WHAT YOU ARE ASKED TO DO: Output the full listing below exactly, without the pictures.

EXTRACTED RECORDS:
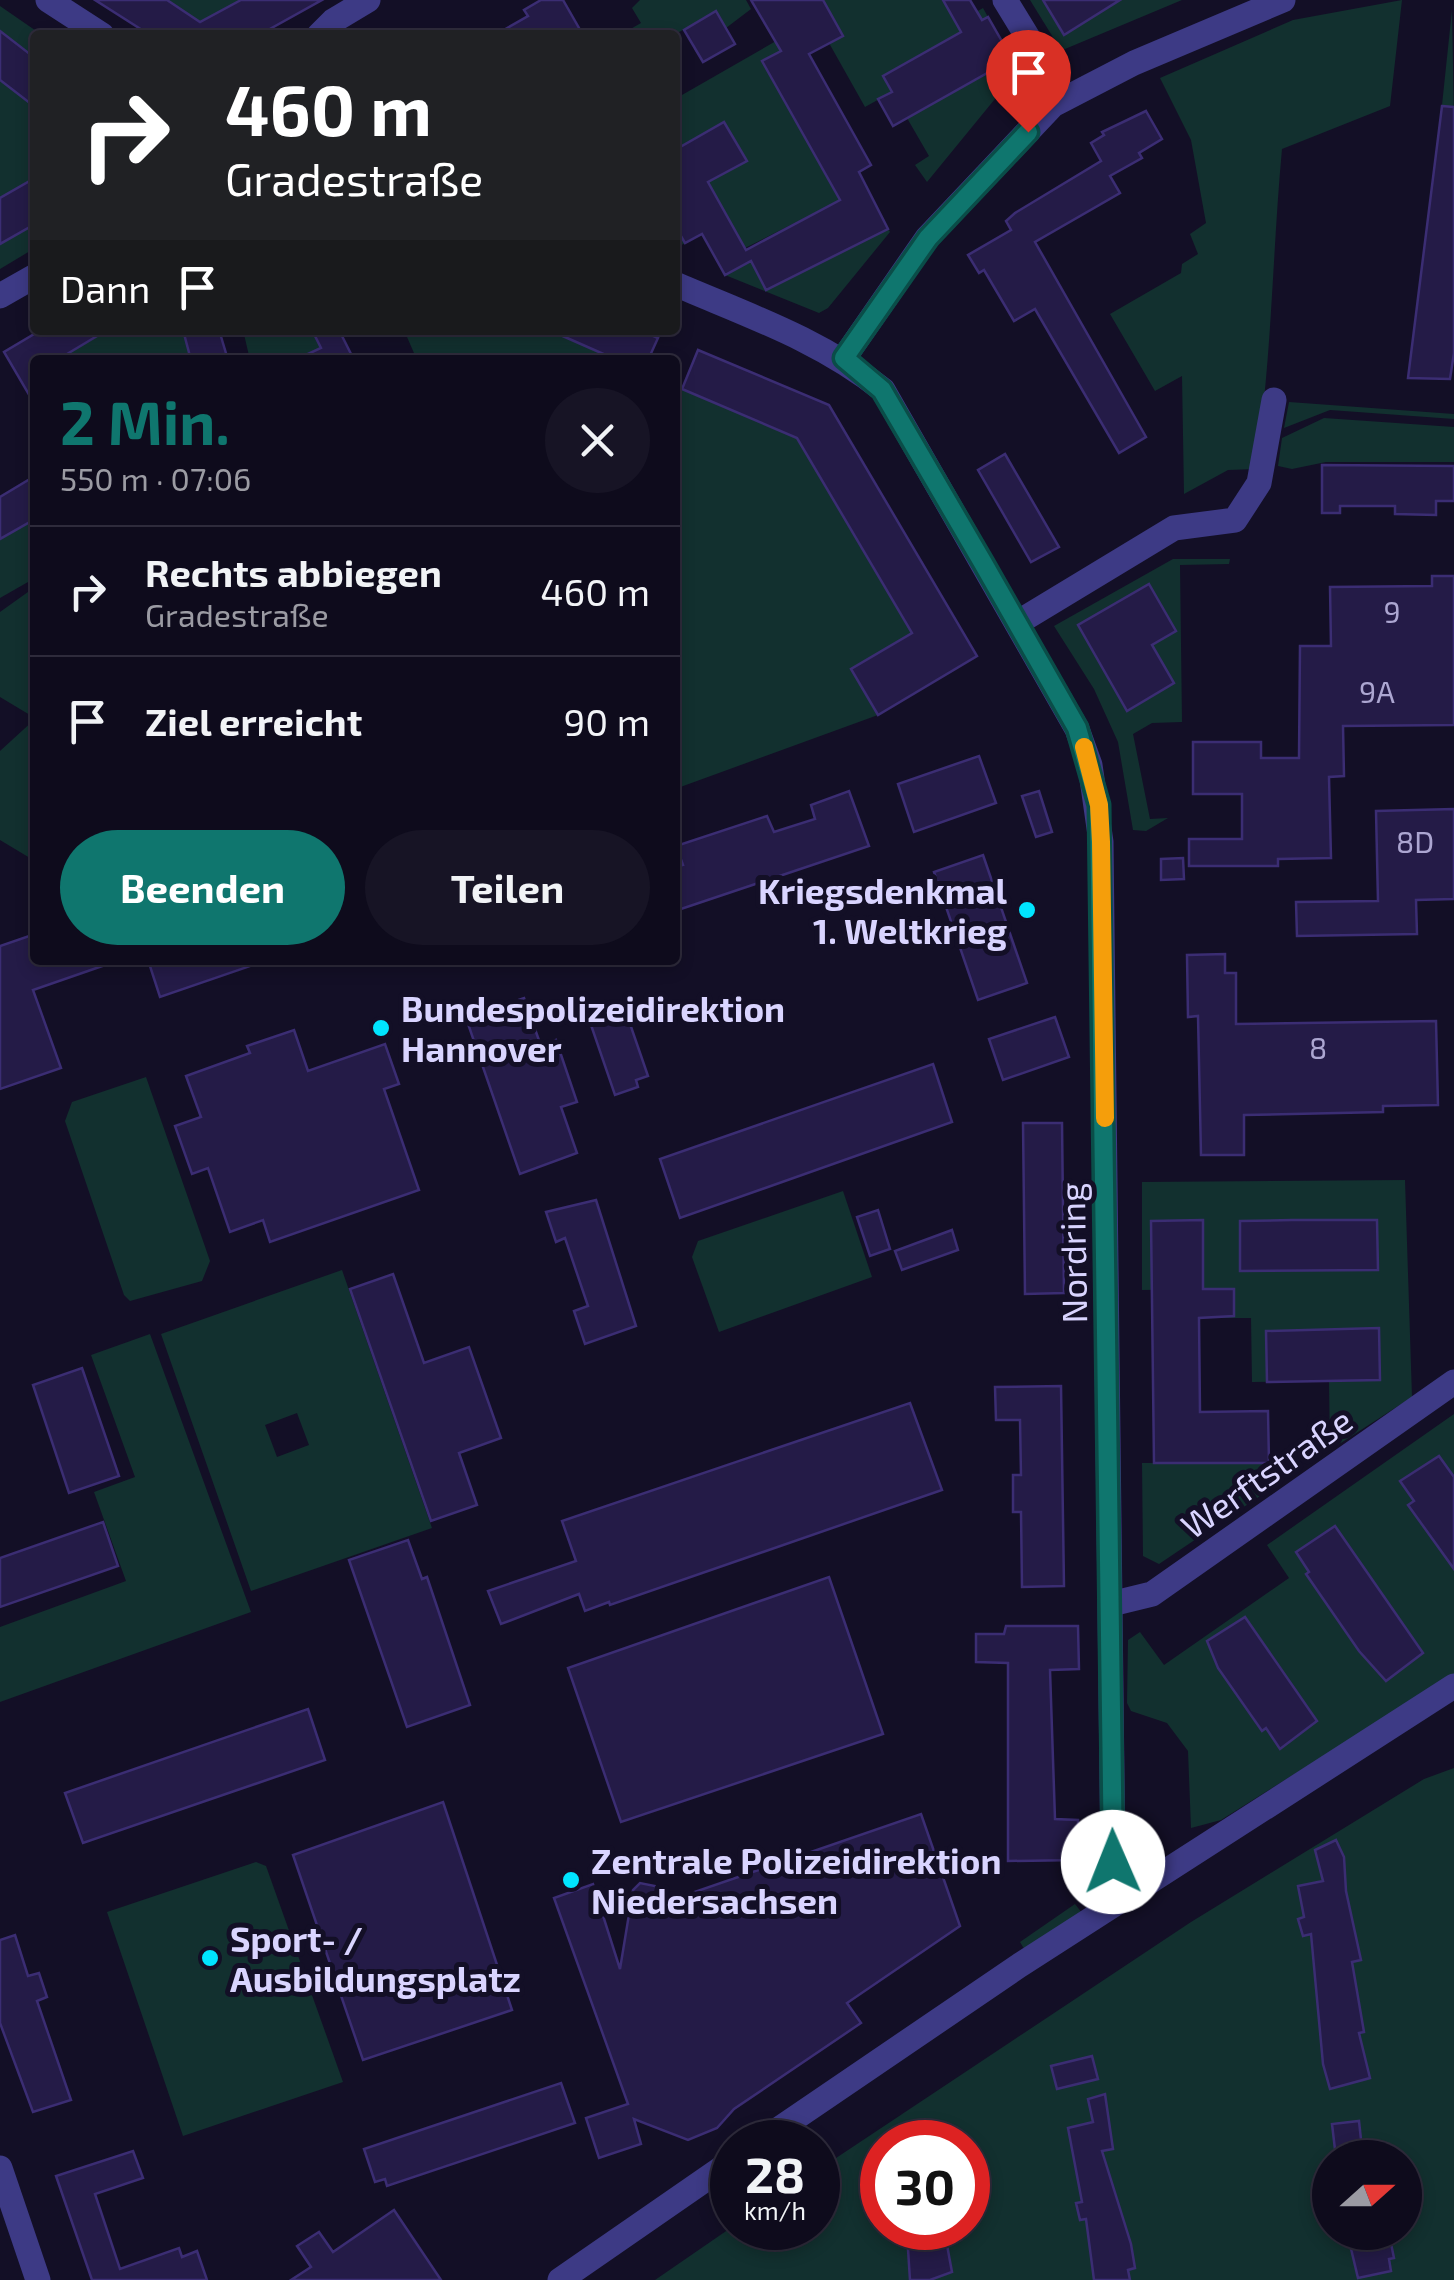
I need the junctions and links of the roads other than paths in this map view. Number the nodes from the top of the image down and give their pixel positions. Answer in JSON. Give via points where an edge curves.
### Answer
{"nodes":[{"id":1,"x":48,"y":0,"type":"edge"},
{"id":2,"x":368,"y":0,"type":"edge"},
{"id":3,"x":1006,"y":0,"type":"edge"},
{"id":4,"x":1283,"y":0,"type":"edge"},
{"id":5,"x":324,"y":18,"type":"edge"},
{"id":6,"x":94,"y":30,"type":"edge"},
{"id":7,"x":1065,"y":98,"type":"junction"},
{"id":8,"x":30,"y":279,"type":"edge"},
{"id":9,"x":680,"y":286,"type":"edge"},
{"id":10,"x":0,"y":296,"type":"edge"},
{"id":11,"x":844,"y":358,"type":"junction"},
{"id":12,"x":1274,"y":400,"type":"dead end"},
{"id":13,"x":1017,"y":623,"type":"junction"},
{"id":14,"x":1454,"y":1382,"type":"edge"},
{"id":15,"x":1111,"y":1604,"type":"junction"},
{"id":16,"x":1454,"y":1686,"type":"edge"},
{"id":17,"x":1119,"y":1902,"type":"junction"},
{"id":18,"x":793,"y":2120,"type":"edge"},
{"id":19,"x":710,"y":2176,"type":"edge"},
{"id":20,"x":2,"y":2184,"type":"edge"},
{"id":21,"x":38,"y":2280,"type":"edge"},
{"id":22,"x":560,"y":2280,"type":"edge"}],
"edges":[{"from":1,"to":6,"type":"street"},
{"from":2,"to":5,"type":"street"},
{"from":3,"to":7,"type":"street"},
{"from":4,"to":7,"type":"street"},
{"from":7,"to":11,"type":"street","via":[[928,238]]},
{"from":8,"to":10,"type":"street"},
{"from":9,"to":11,"type":"street","name":"Nordring"},
{"from":11,"to":13,"type":"street","name":"Nordring","via":[[882,390]]},
{"from":12,"to":13,"type":"street","via":[[1259,483],[1235,520],[1174,528]]},
{"from":13,"to":15,"type":"street","name":"Nordring","via":[[1077,728],[1099,805]]},
{"from":14,"to":15,"type":"street","name":"Werftstraße","via":[[1152,1594]]},
{"from":15,"to":17,"type":"street","name":"Nordring"},
{"from":16,"to":17,"type":"street"},
{"from":17,"to":18,"type":"street"},
{"from":19,"to":22,"type":"street"},
{"from":20,"to":21,"type":"street"}]}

TASK RESPONSE:
I need the junctions and links of the roads other than paths in this map view. Number the nodes from the top of the image down and give their pixel positions. Answer in JSON. Give via points where an edge curves.
### Answer
{"nodes":[{"id":1,"x":48,"y":0,"type":"edge"},
{"id":2,"x":368,"y":0,"type":"edge"},
{"id":3,"x":1006,"y":0,"type":"edge"},
{"id":4,"x":1283,"y":0,"type":"edge"},
{"id":5,"x":324,"y":18,"type":"edge"},
{"id":6,"x":94,"y":30,"type":"edge"},
{"id":7,"x":1065,"y":98,"type":"junction"},
{"id":8,"x":30,"y":279,"type":"edge"},
{"id":9,"x":680,"y":286,"type":"edge"},
{"id":10,"x":0,"y":296,"type":"edge"},
{"id":11,"x":844,"y":358,"type":"junction"},
{"id":12,"x":1274,"y":400,"type":"dead end"},
{"id":13,"x":1017,"y":623,"type":"junction"},
{"id":14,"x":1454,"y":1382,"type":"edge"},
{"id":15,"x":1111,"y":1604,"type":"junction"},
{"id":16,"x":1454,"y":1686,"type":"edge"},
{"id":17,"x":1119,"y":1902,"type":"junction"},
{"id":18,"x":793,"y":2120,"type":"edge"},
{"id":19,"x":710,"y":2176,"type":"edge"},
{"id":20,"x":2,"y":2184,"type":"edge"},
{"id":21,"x":38,"y":2280,"type":"edge"},
{"id":22,"x":560,"y":2280,"type":"edge"}],
"edges":[{"from":1,"to":6,"type":"street"},
{"from":2,"to":5,"type":"street"},
{"from":3,"to":7,"type":"street"},
{"from":4,"to":7,"type":"street"},
{"from":7,"to":11,"type":"street","via":[[928,238]]},
{"from":8,"to":10,"type":"street"},
{"from":9,"to":11,"type":"street","name":"Nordring"},
{"from":11,"to":13,"type":"street","name":"Nordring","via":[[882,390]]},
{"from":12,"to":13,"type":"street","via":[[1259,483],[1235,520],[1174,528]]},
{"from":13,"to":15,"type":"street","name":"Nordring","via":[[1077,728],[1099,805]]},
{"from":14,"to":15,"type":"street","name":"Werftstraße","via":[[1152,1594]]},
{"from":15,"to":17,"type":"street","name":"Nordring"},
{"from":16,"to":17,"type":"street"},
{"from":17,"to":18,"type":"street"},
{"from":19,"to":22,"type":"street"},
{"from":20,"to":21,"type":"street"}]}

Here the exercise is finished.